In its Thursday announcement, Oryzon said Roche’s decision to terminate the agreement was due to a portfolio prioritization. With Roche ending the deal, Oryzon will regain the rights to its investigational Lysine Specific Demethylase-1 (LSD1) inhibitor ORY-1001 for the treatment of patients with acute myeloid leukemia and small cell lung cancer from Roche. As part of its agreement with Roche, the larger company will complete a Phase I lung cancer trial, which Oryzon said should be complete within the next several months.
Carlos Buesa, chief executive officer of Oryzon, said his company was told Roche’s decision was not data driven, which could be good news for the future of the investigational drug. ORY-1001 is the company’s first clinical asset.

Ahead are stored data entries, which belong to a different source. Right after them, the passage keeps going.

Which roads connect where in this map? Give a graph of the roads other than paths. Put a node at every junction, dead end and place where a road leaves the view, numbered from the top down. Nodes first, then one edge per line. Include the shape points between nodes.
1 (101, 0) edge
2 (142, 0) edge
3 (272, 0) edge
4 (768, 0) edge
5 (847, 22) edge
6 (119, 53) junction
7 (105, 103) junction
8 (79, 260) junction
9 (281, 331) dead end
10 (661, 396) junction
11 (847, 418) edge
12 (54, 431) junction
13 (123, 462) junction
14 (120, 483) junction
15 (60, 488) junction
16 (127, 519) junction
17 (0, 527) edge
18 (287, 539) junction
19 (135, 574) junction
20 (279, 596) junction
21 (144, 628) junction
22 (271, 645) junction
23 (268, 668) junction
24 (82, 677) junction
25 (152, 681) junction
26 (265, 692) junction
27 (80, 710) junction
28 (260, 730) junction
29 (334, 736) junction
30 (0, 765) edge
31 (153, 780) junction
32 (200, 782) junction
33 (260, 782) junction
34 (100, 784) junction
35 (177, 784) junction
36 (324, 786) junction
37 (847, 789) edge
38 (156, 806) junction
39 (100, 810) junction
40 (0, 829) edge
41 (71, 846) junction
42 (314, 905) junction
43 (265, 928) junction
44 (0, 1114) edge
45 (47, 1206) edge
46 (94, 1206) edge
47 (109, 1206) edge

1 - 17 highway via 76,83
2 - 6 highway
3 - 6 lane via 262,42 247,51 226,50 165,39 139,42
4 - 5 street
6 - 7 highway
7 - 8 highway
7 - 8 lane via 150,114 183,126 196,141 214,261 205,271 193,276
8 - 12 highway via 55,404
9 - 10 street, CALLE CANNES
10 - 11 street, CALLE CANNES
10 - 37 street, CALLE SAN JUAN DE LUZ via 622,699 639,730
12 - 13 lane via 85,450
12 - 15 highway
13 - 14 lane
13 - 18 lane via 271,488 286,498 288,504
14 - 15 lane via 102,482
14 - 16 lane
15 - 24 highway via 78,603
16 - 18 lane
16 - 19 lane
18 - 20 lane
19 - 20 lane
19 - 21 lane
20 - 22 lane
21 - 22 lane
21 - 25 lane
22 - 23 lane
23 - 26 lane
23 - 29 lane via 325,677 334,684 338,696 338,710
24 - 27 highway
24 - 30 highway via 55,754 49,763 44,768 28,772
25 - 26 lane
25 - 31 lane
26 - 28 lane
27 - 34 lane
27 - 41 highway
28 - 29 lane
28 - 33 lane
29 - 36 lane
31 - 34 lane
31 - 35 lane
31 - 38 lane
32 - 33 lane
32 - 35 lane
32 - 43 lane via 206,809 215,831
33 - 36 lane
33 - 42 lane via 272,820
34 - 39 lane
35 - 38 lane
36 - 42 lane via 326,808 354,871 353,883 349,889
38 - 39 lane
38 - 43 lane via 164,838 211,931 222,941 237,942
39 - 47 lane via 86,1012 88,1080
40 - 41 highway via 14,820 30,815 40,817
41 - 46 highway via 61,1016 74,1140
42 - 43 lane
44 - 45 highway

“During the next weeks, Oryzon will focus its efforts to regain the control of the asset as soon as possible to ensure the continuation of the clinical development plan without interruptions. We are fully committed to develop ORY-1001, a first-in-class, best-in-class LSD1 inhibitor that we believe has a clear potential in a broad range of tumors,” Buesa said in a statement.
Although Buesa said Roche’s decision did not have anything to do with potential problems with ORY-1001, investors have still been spooked. Shares of Oryzon, sold on the BME Spanish stock exchange, fell as much as 30 percent in early Thursday trading, but have climbed back up some during the afternoon. Shares of Oryzon Genomics are trading at €2.28, down from the opening price of €2.47.
The two companies struck the agreement in April 2014. Roche initially paid Oryzon $21 million in upfront cash. The Spanish company stood to gain more than $500 million in milestone payments.
Roche has seen a string of failed drug trials and with additional challenges from the growing biosimilar market could be forced to readjust its financial guidance reports for 2017. In addition to walking away from the Oryzon deal, Roche also terminated a Phase II cancer program it gained from its acquisition of Seragon Pharmaceuticals.
Also earlier this summer, Roche began tweaking its operational strategy by culling some positions and shutting down manufacturing operations at a Massachusetts facility that was part of its small molecule network. The company also sold off a large South Carolina facility to Patheon NV in November 2016.